С узла связи штаба дивизии я передал своему заместителю Кухаркину приказание: снять полк с занимаемого участка и к 12 часам ночи привести его на южную окраину Кургана, а штаб полка немедленно выслать туда же с командой конных и пеших разведчиков и двумя станковыми пулеметами.
В основе замысла — внезапность. Поэтому я потребовал прекратить атаки и артиллерийскую стрельбу, чтобы противник убедился, что мы выдохлись и больше не можем наступать в этом районе. Теперь мне нужны были наиболее свежие данные о белых. Их я решил добыть сам, конечно, не силой, а хитростью.

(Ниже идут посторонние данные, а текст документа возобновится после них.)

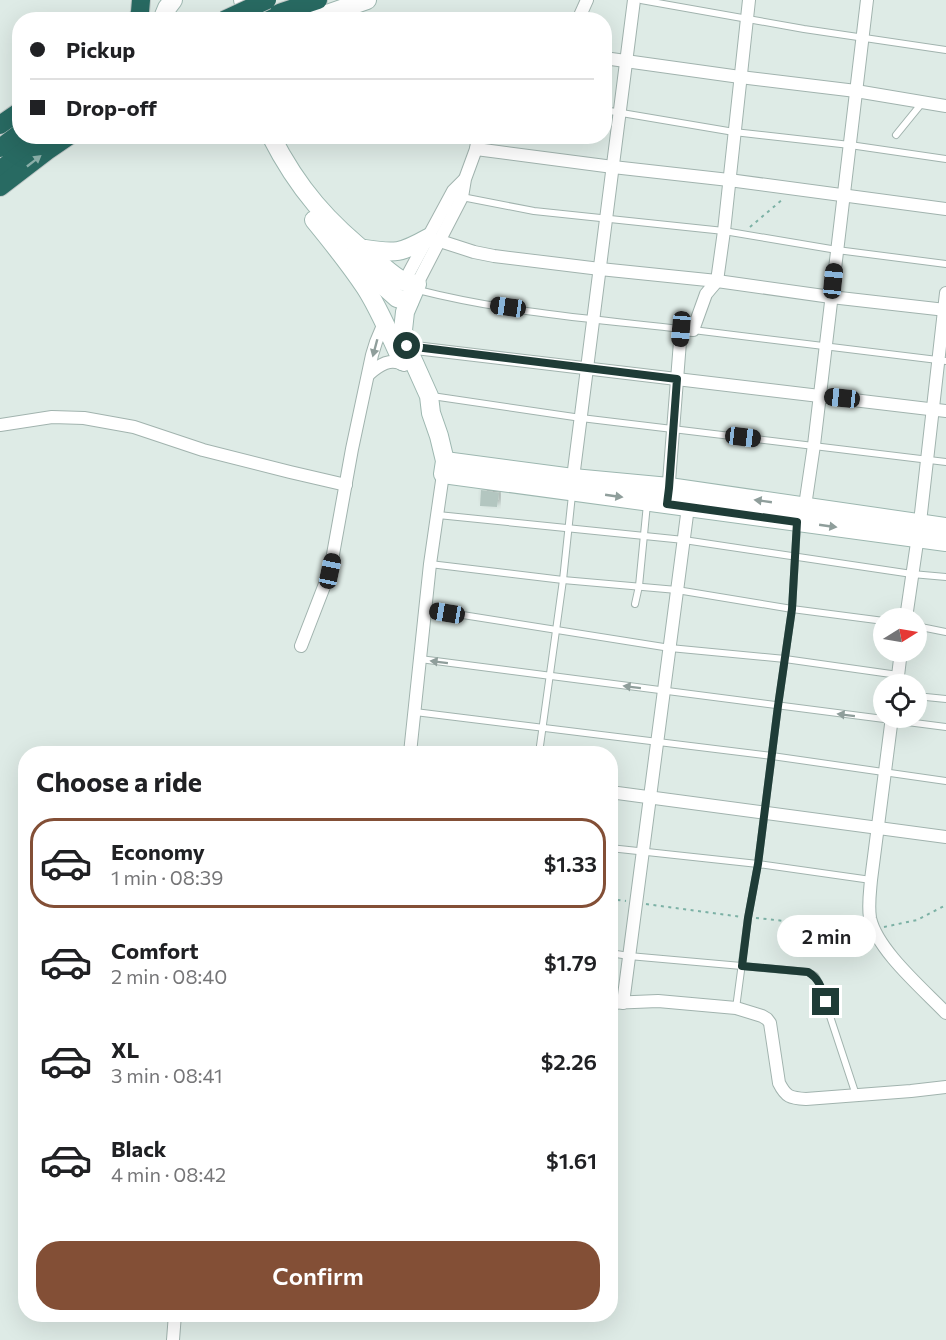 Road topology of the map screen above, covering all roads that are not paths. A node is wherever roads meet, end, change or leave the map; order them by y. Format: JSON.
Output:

У южной окраины Кургана на Тоболе я знал один конный брод, через который переправлялся сам в день взятия города. У этого единственного брода было решено организовать командный пункт полка.
Сюда был вызван начальник артиллерии дивизии Касимов. Ему была поставлена задача — подготовить огонь артиллерии, главным образом на флангах наступления полка, и не допускать безнаказанного маневрирования по железной дороге вражеских бронепоездов.
Касимов — пожилой, хорошо знающий свое дело артиллерист — не обиделся, что ему ставит боевую задачу молодой, безусый командир. Он воспринял мои указания как приказ и обещал лично управлять огнем артиллерии в предстоящем бою.
Прибыли команды конной и пешей разведки, с ними — моя повозка. Я переоделся в форму белогвардейского подпоручика, ординарца нарядили ефрейтором. Таким обмундированием запаслись наши разведчики при разгроме колчаковцев под Русской Караболкой. Таким образом, конные разведчики с двумя пулеметами, вместе с «подпоручиком» переправились через Тобол. Пешую разведку я также потянул к переправе.
В трех километрах восточнее Тобола, в кустах между двумя старицами, конная разведка спешилась.
Вместе с ординарцем Петром Якушевым пробрались по высохшей протоке — и лощиной к окопам белогвардейцев. Не доезжая метров трехсот, я, притворившись пьяным, разносил Петра за то, что он плохо вычистил мою лошадь. С криком и бранью мы перескочили окопы, которые тянулись по западной опушке леса, и оказались в тылу противника.
Ординарец, как было условлено, на мои ругательства только подскакивал в седле и повторял:
— Так точно, ваше благородие.
Два раза я хлестнул его плеткой на виду у белогвардейских солдат. Тем самым была создана полная иллюзия, что едет офицер со своим ординарцем. Офицеров в окопах противника не было, а унтеры и солдаты и думать не смели, чтобы спросить о чем-либо разгневанного офицера.
Так мы проехали по опушке леса около четырех километров, просмотрели позиции врагов на всем участке почти до самой железной дороги. Затем повернули обратно и… к своим.